Frequently Asked Questions

What is the difference between BFS and DFS for searching a binary tree?

BFS (breadth-first search) uses a queue to visit nodes level by level, while DFS (depth-first search) uses a stack or recursion to explore one branch fully before backtracking. BFS finds the shallowest match first and uses O(w) space where w is the max tree width. DFS uses O(h) space where h is the tree height. Both visit every node in the worst case, giving O(n) time.

Why use an iterative approach instead of recursion for searching a binary tree?

The iterative BFS approach avoids the risk of stack overflow on deeply skewed trees, gives explicit control over traversal order, and uses heap-allocated queue memory instead of call stack frames. It also demonstrates familiarity with queue-based algorithms, which interviewers value for problems involving level-order processing.

What is the time complexity of searching for a node in a binary tree?

The time complexity is O(n) where n is the number of nodes. In the worst case, the target value does not exist or is in the last node visited, requiring a full traversal. Each node is processed exactly once: polled from the queue, compared to the target, and its children enqueued.

What is the space complexity of BFS on a binary tree?

The space complexity is O(n) in the worst case. For a complete binary tree, the last level can hold up to n/2 nodes, all of which may be in the queue simultaneously. For a skewed tree (essentially a linked list), the queue holds at most one node at a time, giving O(1) space.

Can I use a stack instead of a queue for iterative tree search?

Yes. Replacing the queue with a stack turns BFS into iterative DFS (depth-first search). The algorithm structure remains the same: pop a node, check its value, push its children. The only difference is traversal order. Both approaches have O(n) time complexity, but DFS may find deeply nested nodes faster while BFS finds shallow nodes faster.
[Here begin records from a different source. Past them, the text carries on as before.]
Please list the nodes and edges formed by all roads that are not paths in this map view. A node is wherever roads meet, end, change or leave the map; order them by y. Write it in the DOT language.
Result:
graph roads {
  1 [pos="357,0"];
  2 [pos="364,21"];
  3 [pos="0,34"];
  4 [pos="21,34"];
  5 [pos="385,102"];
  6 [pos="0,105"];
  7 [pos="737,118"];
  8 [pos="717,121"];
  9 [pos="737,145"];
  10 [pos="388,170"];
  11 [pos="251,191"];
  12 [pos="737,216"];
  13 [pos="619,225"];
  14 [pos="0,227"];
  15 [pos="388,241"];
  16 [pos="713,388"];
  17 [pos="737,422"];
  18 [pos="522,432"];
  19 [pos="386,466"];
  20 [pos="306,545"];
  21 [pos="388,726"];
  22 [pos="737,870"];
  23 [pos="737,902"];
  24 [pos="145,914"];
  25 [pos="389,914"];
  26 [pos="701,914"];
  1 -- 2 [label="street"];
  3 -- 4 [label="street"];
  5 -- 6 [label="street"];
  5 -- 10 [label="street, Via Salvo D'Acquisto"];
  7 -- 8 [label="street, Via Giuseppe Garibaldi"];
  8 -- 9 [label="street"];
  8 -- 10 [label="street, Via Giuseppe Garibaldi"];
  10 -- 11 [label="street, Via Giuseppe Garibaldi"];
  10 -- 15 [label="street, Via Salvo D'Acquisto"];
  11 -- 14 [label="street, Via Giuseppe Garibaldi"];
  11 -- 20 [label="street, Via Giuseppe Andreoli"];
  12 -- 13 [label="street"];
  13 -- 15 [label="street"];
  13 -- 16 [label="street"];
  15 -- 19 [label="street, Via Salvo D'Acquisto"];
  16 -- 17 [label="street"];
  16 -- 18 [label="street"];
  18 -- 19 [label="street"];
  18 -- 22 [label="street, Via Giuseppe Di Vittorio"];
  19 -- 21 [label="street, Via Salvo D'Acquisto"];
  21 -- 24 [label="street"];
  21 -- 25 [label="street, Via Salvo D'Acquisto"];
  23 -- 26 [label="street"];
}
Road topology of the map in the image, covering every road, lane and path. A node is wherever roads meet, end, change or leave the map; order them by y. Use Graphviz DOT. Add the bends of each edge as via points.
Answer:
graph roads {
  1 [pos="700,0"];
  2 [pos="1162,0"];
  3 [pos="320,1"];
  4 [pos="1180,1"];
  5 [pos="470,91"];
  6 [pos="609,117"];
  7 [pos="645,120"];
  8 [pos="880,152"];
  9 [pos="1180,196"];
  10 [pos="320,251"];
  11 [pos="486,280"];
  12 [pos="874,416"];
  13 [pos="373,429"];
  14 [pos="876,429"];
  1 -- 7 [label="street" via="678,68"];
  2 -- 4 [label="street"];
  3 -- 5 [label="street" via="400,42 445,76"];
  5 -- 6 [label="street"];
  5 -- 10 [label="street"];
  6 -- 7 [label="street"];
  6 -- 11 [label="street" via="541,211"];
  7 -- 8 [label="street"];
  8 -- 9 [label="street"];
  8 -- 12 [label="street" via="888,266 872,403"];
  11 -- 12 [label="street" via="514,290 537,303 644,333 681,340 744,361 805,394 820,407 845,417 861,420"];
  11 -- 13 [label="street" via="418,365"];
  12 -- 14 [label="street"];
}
How do you handle a null root when searching a binary tree?

Return false immediately. An empty tree (null root) cannot contain any value. This is the most important edge case to handle before creating the queue or attempting any traversal. Forgetting this check causes a NullPointerException when trying to enqueue the root.

What data structure is used for BFS traversal?

A queue (FIFO - first in, first out). In Java, use a Deque interface with LinkedList implementation. Nodes are added with offer() and removed with poll(). The FIFO ordering ensures nodes are processed level by level, which is the defining characteristic of breadth-first search.

How does this problem differ from searching a binary search tree?

In a binary search tree (BST), the ordering property (left values smaller than parent, right values larger) allows you to eliminate half the tree at each step, giving O(log n) average search time. In a general binary tree with no ordering, you must potentially visit every node, requiring O(n) time regardless of the search strategy.

What are common mistakes when implementing iterative BFS?

The most common mistakes are: forgetting the null root check (causes NullPointerException), enqueuing null children without checking (processes unnecessary null nodes), using a stack instead of a queue (changes traversal order to DFS), and returning true outside the loop instead of false (incorrect default when node is not found).

When would you use BFS over DFS in a real interview?

Use BFS when the problem involves level-order processing (level averages, zigzag traversal), finding the shallowest node matching a condition, or when the tree might be very deep but relatively balanced. Use DFS when exploring paths from root to leaf, when the tree is wide but shallow, or when the recursive structure maps naturally to the problem.